GHS Blog | Industry Insights

Enabling Resilient, Scalable ERP Delivery for a Construction-Focused ISV on IBM i

Written by GlassHouse Systems | Jan 6, 2026 6:13:46 PM

An Independent Software Vendor (ISV) serving the commercial construction industry engaged GlassHouse Systems (GHS) following a business-critical disruption that exposed fundamental limitations in its infrastructure strategy. The ISV provides a specialized ERP platform that handles core financial operations, payroll, job costing, vendor management, and reporting for over 150 large construction firms. Their software is mission critical. It is a financial system of record used to support compliance-sensitive processes such as union payroll, tax filing, and cost control across high-value construction projects.

The engagement began after the ISV experienced a severe security breach that rendered its systems unavailable for nearly three weeks.

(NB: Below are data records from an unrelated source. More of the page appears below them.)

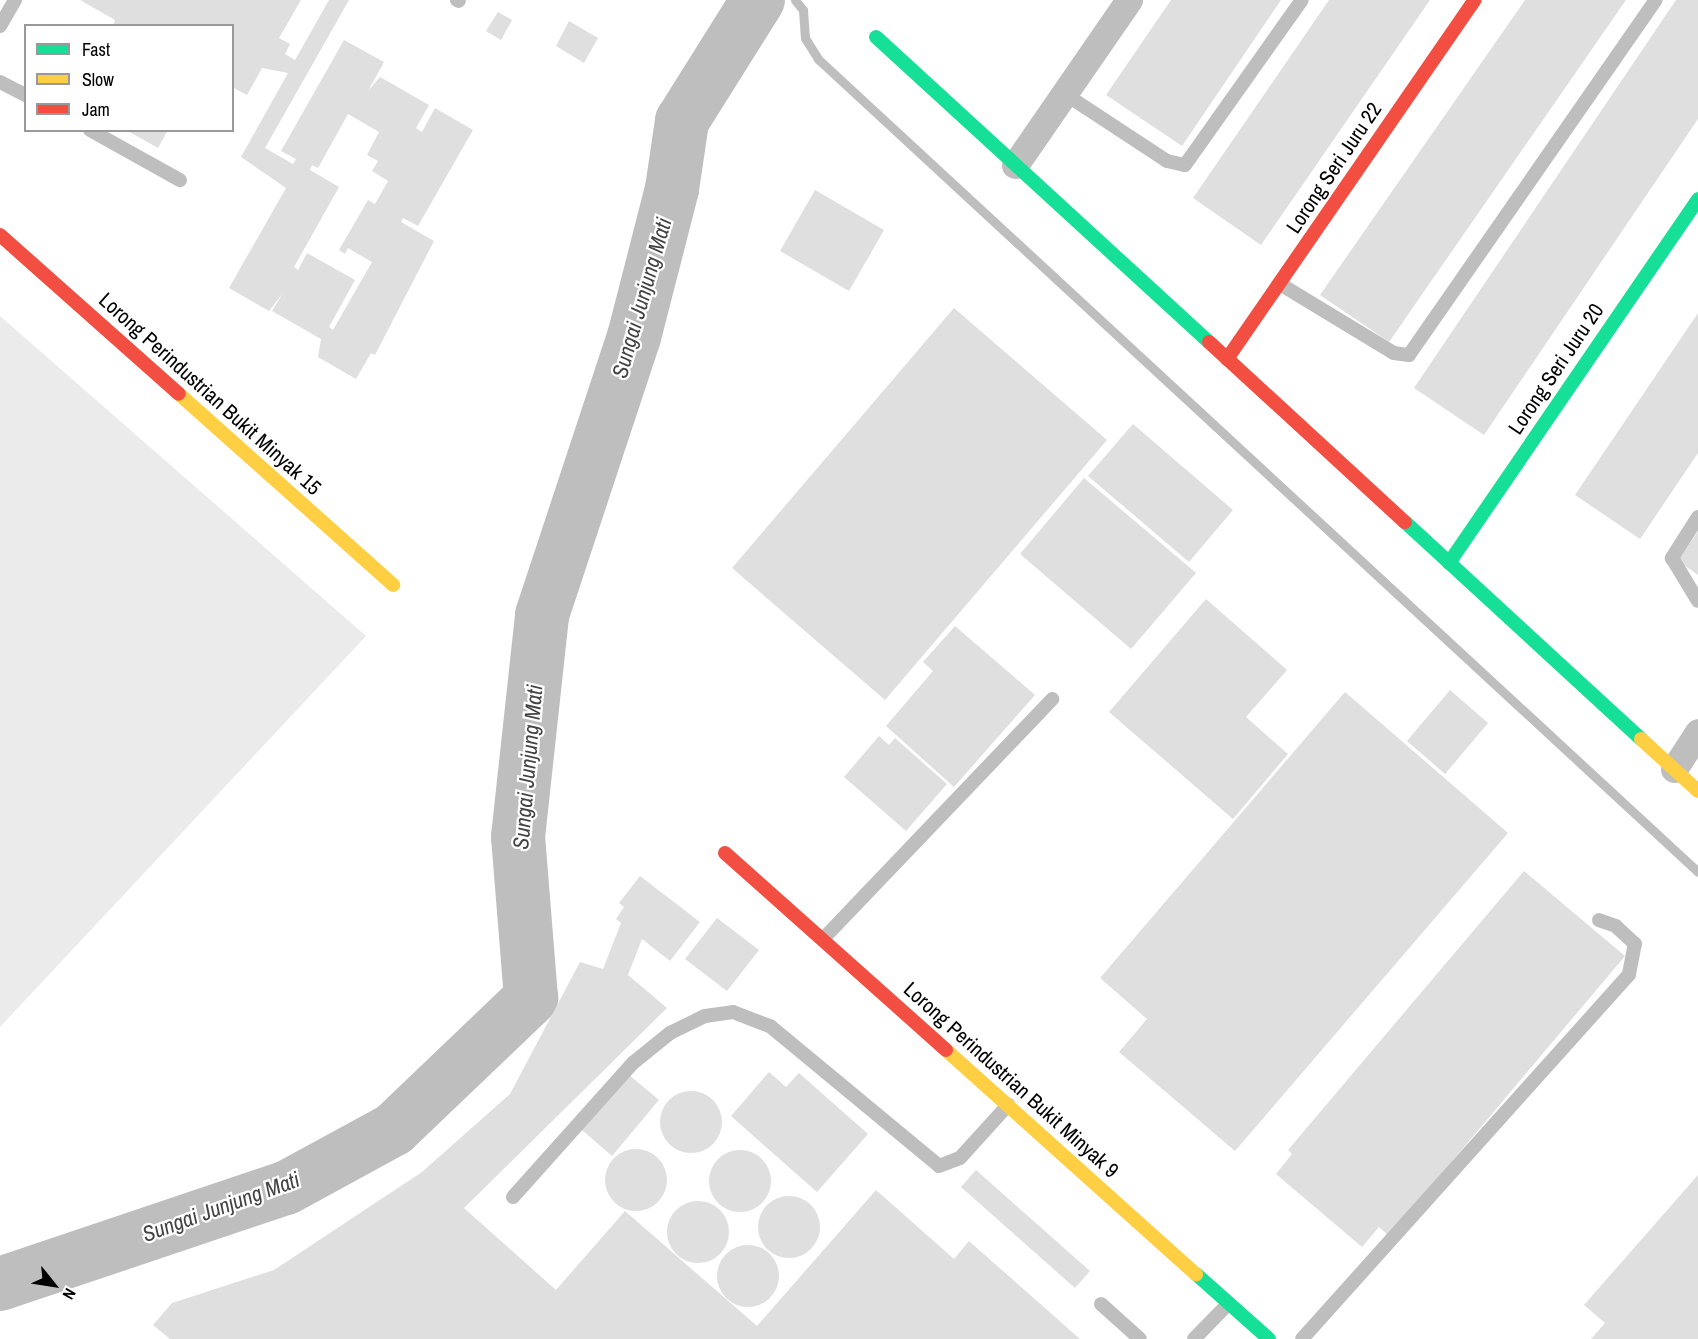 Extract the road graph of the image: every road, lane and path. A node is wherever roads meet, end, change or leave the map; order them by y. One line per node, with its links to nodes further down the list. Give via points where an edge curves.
1 (15, 0): 6 (lane)
2 (1129, 0): 10 (street)
3 (1302, 0): 10 (lane, via 1185,165 1167,161)
4 (1475, 0): 16 (street, Lorong Seri Juru 22)
5 (1656, 0): 16 (lane, via 1409,355 1394,353)
6 (0, 27)
7 (876, 37): 12 (street)
8 (0, 81): 9 (lane)
9 (24, 94)
10 (1065, 94): 12 (street)
11 (94, 132): 13 (lane)
12 (1015, 165): 17 (street)
13 (180, 180)
14 (1698, 199): 19 (street, Lorong Seri Juru 20)
15 (0, 235): 20 (street, Lorong Perindustrian Bukit Minyak 15)
16 (1280, 284): 17 (street, Lorong Seri Juru 22)
17 (1227, 358): 19 (street)
18 (1698, 517): 21 (lane, via 1672,558)
19 (1449, 563): 24 (street)
20 (393, 585)
21 (1698, 601)
22 (1052, 699): 28 (lane)
23 (1698, 732): 24 (street)
24 (1674, 769): 25 (street)
25 (1698, 791)
26 (725, 853): 28 (street, Lorong Perindustrian Bukit Minyak 9)
27 (1599, 920): 36 (lane, via 1616,926 1635,944 1629,974)
28 (823, 939): 29 (street, Lorong Perindustrian Bukit Minyak 9)
29 (1008, 1106): 30 (lane, via 960,1158 939,1166 770,1026 733,1012 705,1016 670,1033 633,1063); 31 (street, Lorong Perindustrian Bukit Minyak 9)
30 (513, 1197)
31 (1229, 1303): 34 (lane); 35 (street, Lorong Perindustrian Bukit Minyak 9)
32 (1101, 1304): 33 (lane)
33 (1140, 1339)
34 (1194, 1339)
35 (1269, 1339)
36 (1302, 1339)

The root causes included inadequate backup architecture, insufficient recovery capabilities, and rigid on-premises infrastructure that could not meet the demands of a rapidly growing customer base. The outage not only disrupted operations but also eroded client trust. This was especially damaging given the ISV's position as a trusted financial platform vendor.

In parallel, the ISV was facing operational constraints with its legacy IBM i hardware. As customer demand grew, the company was forced to procure new systems for capacity expansion. This was a slow, capital-intensive process that introduced delays of several weeks and created internal tension around delivery timelines. Each new client deployment required manual hardware sizing, procurement, and provisioning. This limited scalability and standardization.

GHS proposed a transformation strategy grounded in IBM Cloud PowerVS. This enabled the ISV to migrate its IBM i workloads into a cloud-native environment without rewriting applications. Using PowerVS, the ISV can now:

  • Deploy client environments on demand, reducing provisioning time from weeks to hours.
  • Architect flexible tenancy models using isolated LPARs per customer while maintaining operational consistency.
  • Implement automated, policy-based backups with replication to a secondary cloud region.
  • Prepare for customer-specific managed services tiers with disaster recovery and security options aligned to contractual requirements.
  • Reassure clients with auditable improvements in security posture, recovery readiness, and platform governance.

This migration also enabled operational shifts toward modern service delivery. Instead of sizing for peak capacity or relying on multi-tenant sprawl, the ISV can now align infrastructure allocation with real-world usage. This controls cost while improving agility.

GHS continues to advise this ISV as they re-earn customer confidence and reposition their platform for subscription-based growth. By moving into IBM Cloud with native Power support, the ISV now has a path to operational stability, secure disaster recovery, and SaaS-aligned agility. All of this is achieved while preserving the performance, transaction integrity, and stability of their IBM i core.